Banking Elites Slam Yellen, Call for Public Banks & Breakup of Big Wall Street

http://www.publicbankinginstitute.org/these_banking_elites_just_called_for_public_banks_breakup_of_big_wall_street

A former top Federal Reserve policy adviser, and the president of the Federal Reserve Bank of Minneapolis, have stunned the banking world by calling for public banks and the breakup of big banks.

Andrew Levin is surely one of the most (formerly) high-ranking monetary policy advisors to call for publicly-owned banks, in this case calling for the Fed's 12 regional outposts to be made government entities rather than privately-owned banks. At the beginning of this week, he called "for the Fed's 12 regional outposts to be made government entities, rather than owned, as they have been since their inception more than a century ago, by the banks they regulate."

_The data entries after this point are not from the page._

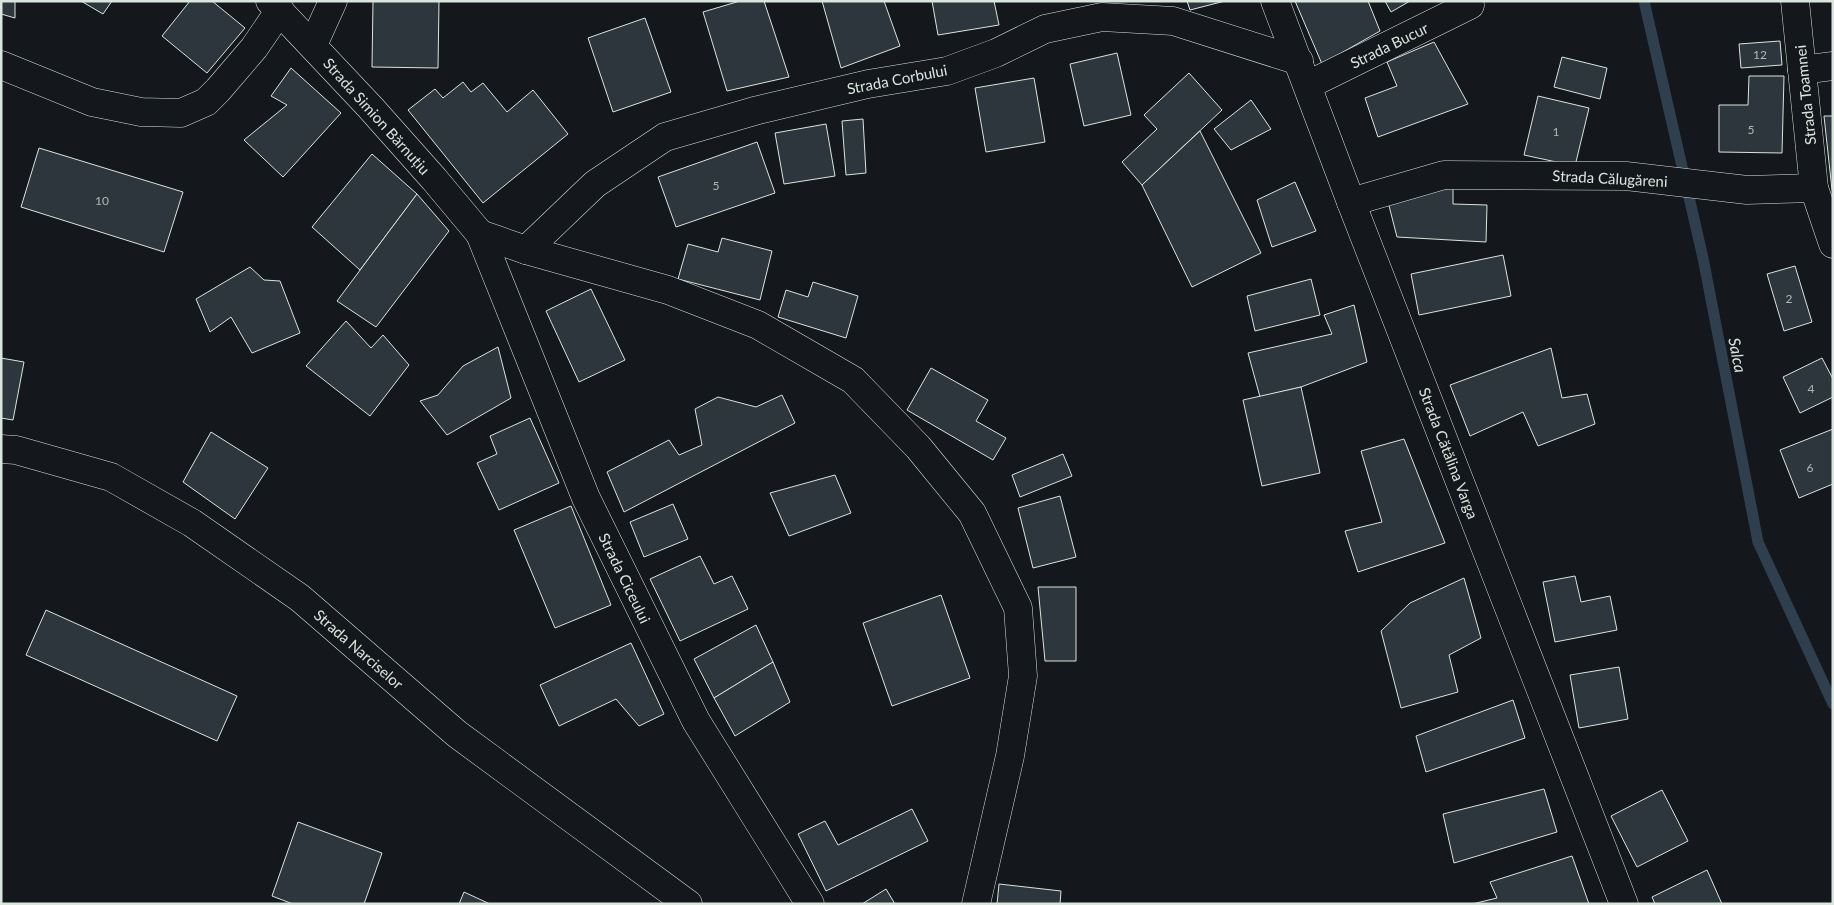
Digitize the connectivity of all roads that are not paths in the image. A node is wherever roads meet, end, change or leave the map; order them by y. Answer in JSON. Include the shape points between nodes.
{"nodes":[{"id":1,"x":333,"y":1,"type":"edge"},
{"id":2,"x":1275,"y":1,"type":"edge"},
{"id":3,"x":1795,"y":1,"type":"edge"},
{"id":4,"x":1470,"y":5,"type":"dead end"},
{"id":5,"x":275,"y":6,"type":"edge"},
{"id":6,"x":313,"y":45,"type":"junction"},
{"id":7,"x":1,"y":65,"type":"edge"},
{"id":8,"x":1833,"y":66,"type":"edge"},
{"id":9,"x":1802,"y":70,"type":"junction"},
{"id":10,"x":1303,"y":73,"type":"junction"},
{"id":11,"x":1814,"y":188,"type":"junction"},
{"id":12,"x":1351,"y":202,"type":"junction"},
{"id":13,"x":480,"y":234,"type":"junction"},
{"id":14,"x":1833,"y":244,"type":"edge"},
{"id":15,"x":526,"y":250,"type":"junction"},
{"id":16,"x":1,"y":449,"type":"edge"},
{"id":17,"x":688,"y":904,"type":"edge"},
{"id":18,"x":810,"y":904,"type":"edge"},
{"id":19,"x":976,"y":904,"type":"edge"},
{"id":20,"x":1624,"y":904,"type":"edge"}],
"edges":[{"from":1,"to":6,"type":"street"},
{"from":2,"to":10,"type":"street","name":"Strada Cătălina Varga"},
{"from":3,"to":9,"type":"street","name":"Strada Toamnei"},
{"from":4,"to":10,"type":"street","name":"Strada Bucur"},
{"from":5,"to":6,"type":"street","name":"Strada Simion Bărnuțiu"},
{"from":5,"to":7,"type":"street","via":[[254,48],[218,90],[206,102],[181,113],[141,112],[92,102]]},
{"from":6,"to":13,"type":"street","name":"Strada Simion Bărnuțiu"},
{"from":8,"to":9,"type":"street"},
{"from":9,"to":11,"type":"street","name":"Strada Toamnei"},
{"from":10,"to":12,"type":"street","name":"Strada Cătălina Varga"},
{"from":10,"to":15,"type":"street","name":"Strada Corbului","via":[[1173,21],[1102,17],[1045,29],[996,53],[947,71],[868,84],[758,110],[665,137],[595,184]]},
{"from":11,"to":12,"type":"street","name":"Strada Călugăreni","via":[[1747,190],[1626,176],[1444,175]]},
{"from":11,"to":14,"type":"street"},
{"from":12,"to":20,"type":"street","name":"Strada Cătălina Varga"},
{"from":13,"to":15,"type":"street"},
{"from":13,"to":18,"type":"street","name":"Strada Ciceului","via":[[586,498],[696,721]]},
{"from":15,"to":19,"type":"street","via":[[668,290],[758,324],[854,380],[918,447],[972,514],[1018,608],[1023,676],[1010,756]]},
{"from":16,"to":17,"type":"street","name":"Strada Narciselor","via":[[16,450],[111,478],[192,524],[300,598],[457,734]]}]}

And Minneapolis Fed President Neel Kashkari used to be the "bailout czar" in Washington, "charged with overseeing the Troubled Asset Relief Program during the financial crisis," according to Jordan Weissmann, senior business and economics correspondent for Slate. In other words, Kashkari helped design TARP and other programs to save the big banks he now wants to break up.

Consciousness of banking as a public utility seems to underlie not only the two gentlemen's policy ideas, but the media as well.
The Reuters reporters who wrote on Levin's call for public regional fed banks pointed out in their piece that "the U.S. central bank is the world's only major central bank that is not fully public."And actually, Kashkari's call for "turning large banks into public utilities by forcing them to hold so much capital that they virtually can’t fail" is an offhanded call for banking in the public interest.